§ **Work request**
Look through the data below, and copy each line that carries the word "Boulevard".
Source information below:
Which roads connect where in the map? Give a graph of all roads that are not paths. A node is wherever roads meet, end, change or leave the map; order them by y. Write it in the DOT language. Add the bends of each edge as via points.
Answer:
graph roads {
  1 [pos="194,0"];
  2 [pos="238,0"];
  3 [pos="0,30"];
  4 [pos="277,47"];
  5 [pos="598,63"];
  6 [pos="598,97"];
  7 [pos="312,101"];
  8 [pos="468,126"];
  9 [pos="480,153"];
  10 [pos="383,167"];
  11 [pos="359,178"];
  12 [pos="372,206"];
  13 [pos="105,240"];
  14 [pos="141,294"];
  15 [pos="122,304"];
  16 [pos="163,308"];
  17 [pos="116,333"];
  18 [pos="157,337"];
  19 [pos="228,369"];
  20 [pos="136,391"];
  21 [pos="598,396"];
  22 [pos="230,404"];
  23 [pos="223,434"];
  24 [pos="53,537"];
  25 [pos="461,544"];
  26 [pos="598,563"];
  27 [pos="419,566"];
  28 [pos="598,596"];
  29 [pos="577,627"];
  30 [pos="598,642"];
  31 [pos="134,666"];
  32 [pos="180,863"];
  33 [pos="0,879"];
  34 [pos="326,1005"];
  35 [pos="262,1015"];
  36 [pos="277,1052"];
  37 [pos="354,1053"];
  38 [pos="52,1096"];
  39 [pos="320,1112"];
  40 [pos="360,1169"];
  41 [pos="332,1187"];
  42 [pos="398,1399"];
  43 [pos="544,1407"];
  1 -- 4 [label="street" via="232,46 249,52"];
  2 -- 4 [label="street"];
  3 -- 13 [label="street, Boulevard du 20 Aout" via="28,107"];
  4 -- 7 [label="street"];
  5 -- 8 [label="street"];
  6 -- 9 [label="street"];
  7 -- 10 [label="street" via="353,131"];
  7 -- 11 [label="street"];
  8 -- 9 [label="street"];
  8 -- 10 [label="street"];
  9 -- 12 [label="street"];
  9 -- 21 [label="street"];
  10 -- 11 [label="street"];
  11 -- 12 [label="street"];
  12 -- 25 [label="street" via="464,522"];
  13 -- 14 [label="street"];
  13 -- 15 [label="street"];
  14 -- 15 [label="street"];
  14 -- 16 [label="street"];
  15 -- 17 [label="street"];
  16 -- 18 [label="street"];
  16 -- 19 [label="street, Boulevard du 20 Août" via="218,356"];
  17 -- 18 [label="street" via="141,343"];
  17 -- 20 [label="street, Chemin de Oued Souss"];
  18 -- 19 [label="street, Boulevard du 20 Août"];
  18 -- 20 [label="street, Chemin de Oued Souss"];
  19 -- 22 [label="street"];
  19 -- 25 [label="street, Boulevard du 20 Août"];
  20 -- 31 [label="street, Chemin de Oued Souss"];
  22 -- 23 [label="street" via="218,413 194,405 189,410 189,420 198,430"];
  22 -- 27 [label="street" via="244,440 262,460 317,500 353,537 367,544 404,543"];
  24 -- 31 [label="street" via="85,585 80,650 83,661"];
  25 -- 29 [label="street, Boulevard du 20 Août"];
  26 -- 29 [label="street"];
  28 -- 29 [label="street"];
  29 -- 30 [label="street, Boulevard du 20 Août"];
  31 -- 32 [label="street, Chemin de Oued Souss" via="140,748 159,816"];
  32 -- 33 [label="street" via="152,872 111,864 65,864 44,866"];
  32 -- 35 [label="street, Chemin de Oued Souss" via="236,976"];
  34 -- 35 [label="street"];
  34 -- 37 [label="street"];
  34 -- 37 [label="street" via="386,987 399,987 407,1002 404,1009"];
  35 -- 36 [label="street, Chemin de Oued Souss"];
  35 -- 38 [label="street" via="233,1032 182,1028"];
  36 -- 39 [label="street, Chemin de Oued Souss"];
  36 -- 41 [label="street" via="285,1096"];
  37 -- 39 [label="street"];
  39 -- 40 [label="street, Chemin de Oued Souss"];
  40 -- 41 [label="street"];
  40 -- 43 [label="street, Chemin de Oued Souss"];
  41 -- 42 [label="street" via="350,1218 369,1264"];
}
End of Source information.
Source information below:
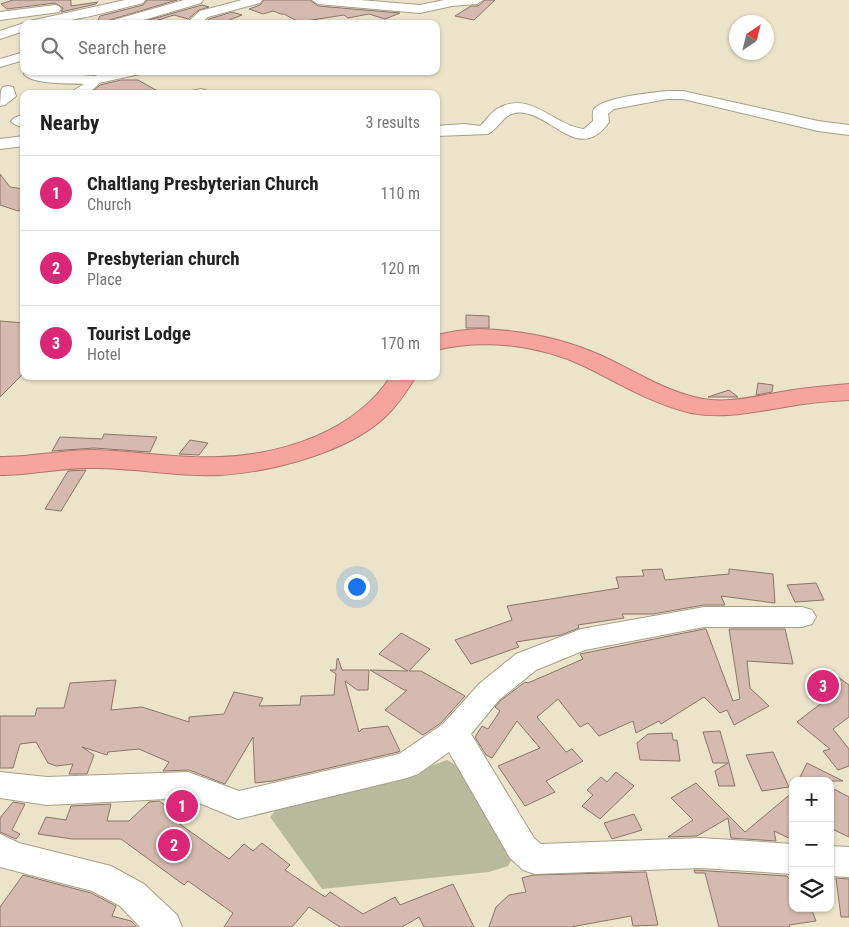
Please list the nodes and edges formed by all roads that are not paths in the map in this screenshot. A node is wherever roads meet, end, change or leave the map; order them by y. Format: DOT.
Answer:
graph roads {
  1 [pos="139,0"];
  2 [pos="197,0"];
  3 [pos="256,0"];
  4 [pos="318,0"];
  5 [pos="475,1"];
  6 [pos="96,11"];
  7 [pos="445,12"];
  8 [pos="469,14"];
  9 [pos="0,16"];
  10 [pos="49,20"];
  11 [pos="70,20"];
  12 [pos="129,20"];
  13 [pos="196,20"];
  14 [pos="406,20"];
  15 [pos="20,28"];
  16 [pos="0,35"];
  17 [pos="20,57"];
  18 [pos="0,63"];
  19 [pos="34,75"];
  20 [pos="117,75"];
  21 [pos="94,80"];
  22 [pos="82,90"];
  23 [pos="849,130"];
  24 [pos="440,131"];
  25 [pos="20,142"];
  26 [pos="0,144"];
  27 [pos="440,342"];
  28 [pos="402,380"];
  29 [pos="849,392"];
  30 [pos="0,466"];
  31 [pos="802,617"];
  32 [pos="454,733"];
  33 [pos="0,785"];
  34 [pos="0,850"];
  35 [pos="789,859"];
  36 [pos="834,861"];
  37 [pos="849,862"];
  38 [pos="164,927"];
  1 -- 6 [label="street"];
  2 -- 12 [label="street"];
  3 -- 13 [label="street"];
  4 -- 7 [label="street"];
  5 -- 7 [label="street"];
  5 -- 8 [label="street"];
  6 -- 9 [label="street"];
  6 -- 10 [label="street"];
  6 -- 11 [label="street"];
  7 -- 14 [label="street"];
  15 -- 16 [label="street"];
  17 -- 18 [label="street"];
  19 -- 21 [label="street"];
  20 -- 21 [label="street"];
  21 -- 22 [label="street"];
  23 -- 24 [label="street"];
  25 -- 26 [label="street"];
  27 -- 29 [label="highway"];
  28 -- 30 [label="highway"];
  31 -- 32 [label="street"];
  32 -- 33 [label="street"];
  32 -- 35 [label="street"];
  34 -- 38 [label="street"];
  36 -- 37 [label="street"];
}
End of Source information.
§ **Written solution**
  3 -- 13 [label="street, Boulevard du 20 Aout" via="28,107"];
  16 -- 19 [label="street, Boulevard du 20 Août" via="218,356"];
  18 -- 19 [label="street, Boulevard du 20 Août"];
  19 -- 25 [label="street, Boulevard du 20 Août"];
  25 -- 29 [label="street, Boulevard du 20 Août"];
  29 -- 30 [label="street, Boulevard du 20 Août"];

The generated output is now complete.